3Мы сидели с Руфрием в бане. Это была одна из тех простых римских бань, просторная и не очень грязная, в каких моются зажиточные плебеи. Руфрий из удовольствия особого рода любил иногда бывать здесь. У него было много таких привычек-прихотей, странность которых и была источником наслаждения. Еще одна, например, состояла в том, что, несмотря на нашу безалаберную жизнь, каждый месяц он производил обряд очищения — приносил в жертву свинью, быка и овцу.
Мы сидели в простынях и пили ретийское вино, которое оба любили, и на пол со звоном упал сестерций и, покружившись по мокрому полу, лег орлом — сверкнула желтая чеканная голова цезаря — и Руфрий Страбон, мой друг, всадник и бывший легионер великого Корбулона, наступил на него босой ногой. Звон был сильный, и пожилой декурион, выронивший монету, долго озирался по сторонам, пряча смущение и стараясь делать это незаметно. Потом, махнув рукой, он вышел, и мы с Руфрием покатились в хохоте, радуясь, как мальчишки, подшутившие над учителем.

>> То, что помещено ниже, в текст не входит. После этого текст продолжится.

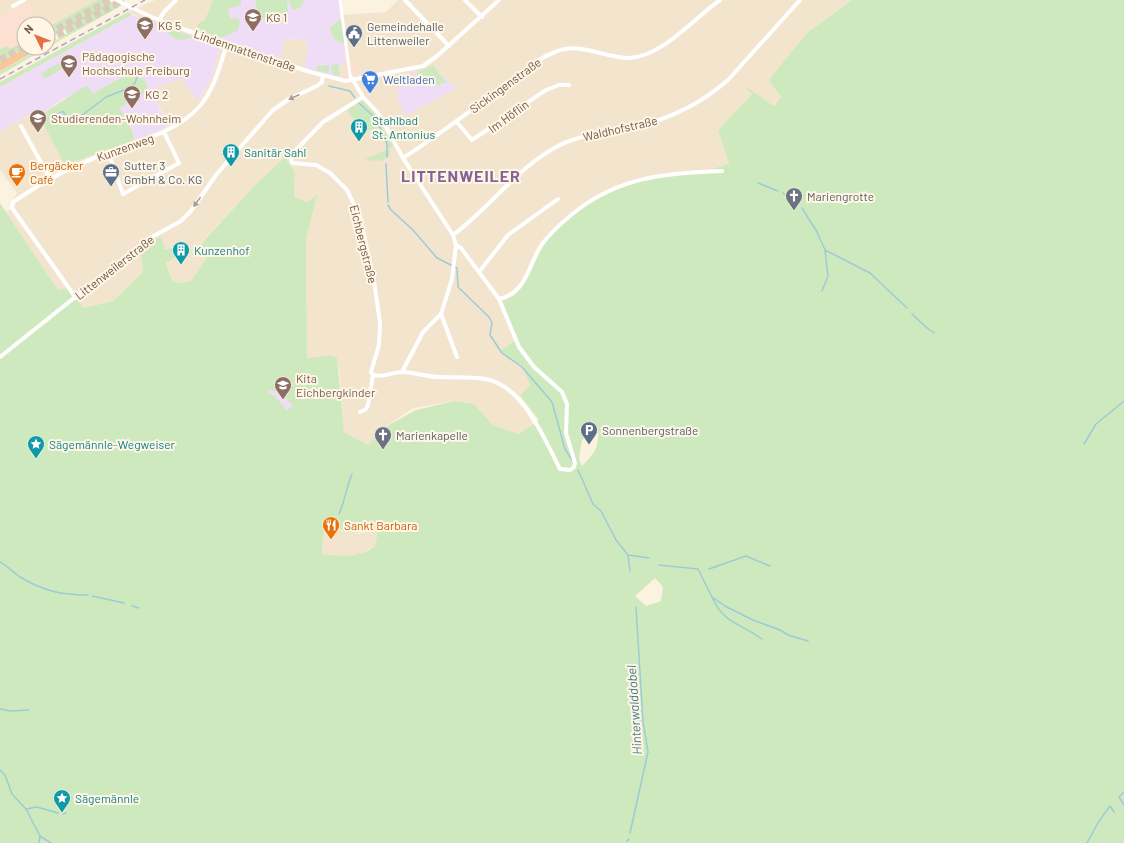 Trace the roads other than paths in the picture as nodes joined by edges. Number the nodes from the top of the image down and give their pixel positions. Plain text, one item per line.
1 (24, 0) edge
2 (117, 0) edge
3 (176, 0) edge
4 (340, 0) edge
5 (405, 0) edge
6 (466, 0) edge
7 (499, 0) edge
8 (720, 0) edge
9 (800, 0) edge
10 (18, 1) edge
11 (13, 6) dead end
12 (482, 17) junction
13 (159, 20) junction
14 (227, 44) junction
15 (449, 46) junction
16 (19, 56) tunnel mouth
17 (0, 67) edge
18 (323, 76) junction
19 (353, 80) junction
20 (569, 85) dead end
21 (363, 97) junction
22 (456, 121) junction
23 (21, 126) dead end
24 (164, 132) junction
25 (108, 152) junction
26 (403, 158) junction
27 (722, 171) dead end
28 (50, 179) junction
29 (558, 199) dead end
30 (453, 235) junction
31 (456, 245) junction
32 (479, 272) junction
33 (76, 298) junction
34 (499, 299) junction
35 (441, 314) junction
36 (0, 357) edge
37 (457, 357) dead end
38 (402, 372) junction
39 (373, 375) junction
40 (360, 412) dead end

1 - 10 street
2 - 13 street, Lindenmattenstraße
3 - 13 street
4 - 19 street
5 - 15 street
6 - 12 street
7 - 12 street
8 - 22 street, Sickingenstraße
9 - 30 street, Waldhofstraße
10 - 11 street
12 - 15 street
13 - 14 street, Lindenmattenstraße
14 - 18 street, Lindenmattenstraße
14 - 24 street, Kunzenweg
15 - 19 street
16 - 17 highway
18 - 19 street, Lindenmattenstraße
18 -> 33 street, Littenweilerstraße
19 - 21 street
20 - 22 street, Im Höflin
21 - 26 street
21 - 39 street, Eichbergstraße
22 - 26 street, Sickingenstraße
23 - 28 street
24 - 25 street, Kunzenweg
24 - 25 street
25 - 28 street, Kunzenweg
26 - 30 street
27 - 34 street
28 - 33 street, Kunzenweg
29 - 32 street
30 - 31 street
31 - 32 street
31 - 35 street
32 - 34 street
33 - 36 street, Littenweilerstraße
34 - 38 street
35 - 37 street
35 - 38 street
38 - 39 street
39 - 40 street, Eichbergstraße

Руфрий взял сестерций на ладонь, подкинул его пальцем, как это делают, играя в чет и нечет, цокнул языком и сказал, все еще тряся головой и усмехаясь:
— «Как ты, козел, ни грызи виноградник, вина еще хватит…»[3]
— Разве мы не отдадим его? — спросил я.
Он отвернулся, показывая, что не хочет больше говорить об этом. Я смотрел на его гладкие белые ступни с курносыми большими пальцами. Они были розовые и мокрые, как свинячий нос. Мне стало тошно — приспособившееся, похотливое, пьяное животное сидело со мной рядом, и я ударил его голой рукой.
Он побледнел и встал со скамьи, а мне стало легче. Я был сильнее, и мы оба это знали.
После тишины, в которой мы прошли длинный короткий путь от друзей до врагов, он овладел собою и снова рассмеялся. Неужели ты думаешь, тихо сказал он, что все эти годы ты жил на честные деньги… Неужели ты думаешь, закричал он прямо мне в лицо, брызгая слюной, что деньги, на которые ты пил и спал с потаскухами все эти годы, это те жалкие гроши, которые я брал у тебя, щадя твое самолюбие кретина? О жалкий дурак, сын осла и лошади! Этих денег не хватило бы на одну вонючую мавританку! Ты жил на мои деньги, на мои, а я получал их от старых богатых козлов, которые провинились перед законом, нажирая себе брюхо, чтобы я — я! — помог им выкрутиться из их козлиных дел.
Он платил судьям и крупным чиновникам магистрата (таким, например, был мой дядя Пальфурий Фуск) шлюхами, а иногда и знатными женщинами, если удавалось их шантажировать, а клиенты этих судей, «козлы», платили ему, Руфрию, — веселому человеку. Он выкрикивал ругательства, он смеялся и хрюкал, ему уже нравилась энергия нашей беседы, а я не мог прервать его азиатское красноречие и заставить замолчать.